Is the recent kerfuffle about food additives relevant to the wine industry? At first sight, the choice facing the European Food Safety Authority - whether to ban certain artificial colourings and a widely-used preservative that appear to cause hyperactivity in children - has little or nothing to do with fermented grapes. Children don't drink wine - at least not legally - and none of the additives used in its production is under suspicion.

And yet there is a sense in which food additives should give us pause for thought. Writing in The Guardian, the campaigning journalist Felicity Lawrence argued that "the additives in question are used to make junk palatable", even if they don't actively endanger the health of consumers. Is there an equivalent in wine? Indeed there is. It's called grape concentrate.

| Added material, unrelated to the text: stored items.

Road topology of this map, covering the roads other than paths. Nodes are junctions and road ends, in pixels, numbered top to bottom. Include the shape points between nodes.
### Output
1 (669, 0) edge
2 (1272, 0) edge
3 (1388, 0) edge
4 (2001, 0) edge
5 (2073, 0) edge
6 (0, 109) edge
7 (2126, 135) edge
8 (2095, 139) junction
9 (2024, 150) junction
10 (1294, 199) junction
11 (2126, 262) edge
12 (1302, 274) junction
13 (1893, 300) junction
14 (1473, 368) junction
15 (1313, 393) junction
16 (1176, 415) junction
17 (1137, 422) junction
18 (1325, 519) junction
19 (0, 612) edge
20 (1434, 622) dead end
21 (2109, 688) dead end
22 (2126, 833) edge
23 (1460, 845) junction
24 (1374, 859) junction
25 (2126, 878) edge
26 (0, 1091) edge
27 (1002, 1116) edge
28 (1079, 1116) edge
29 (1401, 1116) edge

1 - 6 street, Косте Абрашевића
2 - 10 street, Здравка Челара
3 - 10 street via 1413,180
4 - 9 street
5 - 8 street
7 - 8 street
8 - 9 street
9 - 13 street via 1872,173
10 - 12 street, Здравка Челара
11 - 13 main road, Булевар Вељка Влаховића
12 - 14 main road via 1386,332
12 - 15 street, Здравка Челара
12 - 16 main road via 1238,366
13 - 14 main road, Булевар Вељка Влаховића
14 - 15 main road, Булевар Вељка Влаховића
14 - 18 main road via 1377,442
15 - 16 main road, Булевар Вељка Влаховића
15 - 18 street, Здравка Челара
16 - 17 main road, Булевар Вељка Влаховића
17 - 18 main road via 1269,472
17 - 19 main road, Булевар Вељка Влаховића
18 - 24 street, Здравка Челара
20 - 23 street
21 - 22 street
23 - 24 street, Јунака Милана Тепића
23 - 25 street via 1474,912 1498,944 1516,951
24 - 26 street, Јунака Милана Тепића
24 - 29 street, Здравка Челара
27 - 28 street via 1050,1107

Grape concentrate is increasingly used to sweeten wines before bottling. I haven't had them all analysed, but my palate tells me

the majority of the most popular New World

brands, especially from Australia and the

States, are effectively off-dry. There are exceptions - Jacob's Creek and Yalumba make drier styles than their commercial rivals - but sweetness levels of 5g per litre or more are commonplace these days. Old World wines are generally drier, but my impression is that mass market wines from France, Spain and Italy are getting sweeter too.

Some producers (and retailers) argue that this is merely a response to popular demand. There is more than an element of truth to this. When questioned, consumers may say they like dry wines, but they invariably prefer something with some residual sugar. Things are not as extreme here as they are in the

States, but there's no denying that the mass market likes the taste, if not necessarily the idea, of off-dry wines. The same is true of breakfast cereal, soups and even bread, all of which are getting sweeter.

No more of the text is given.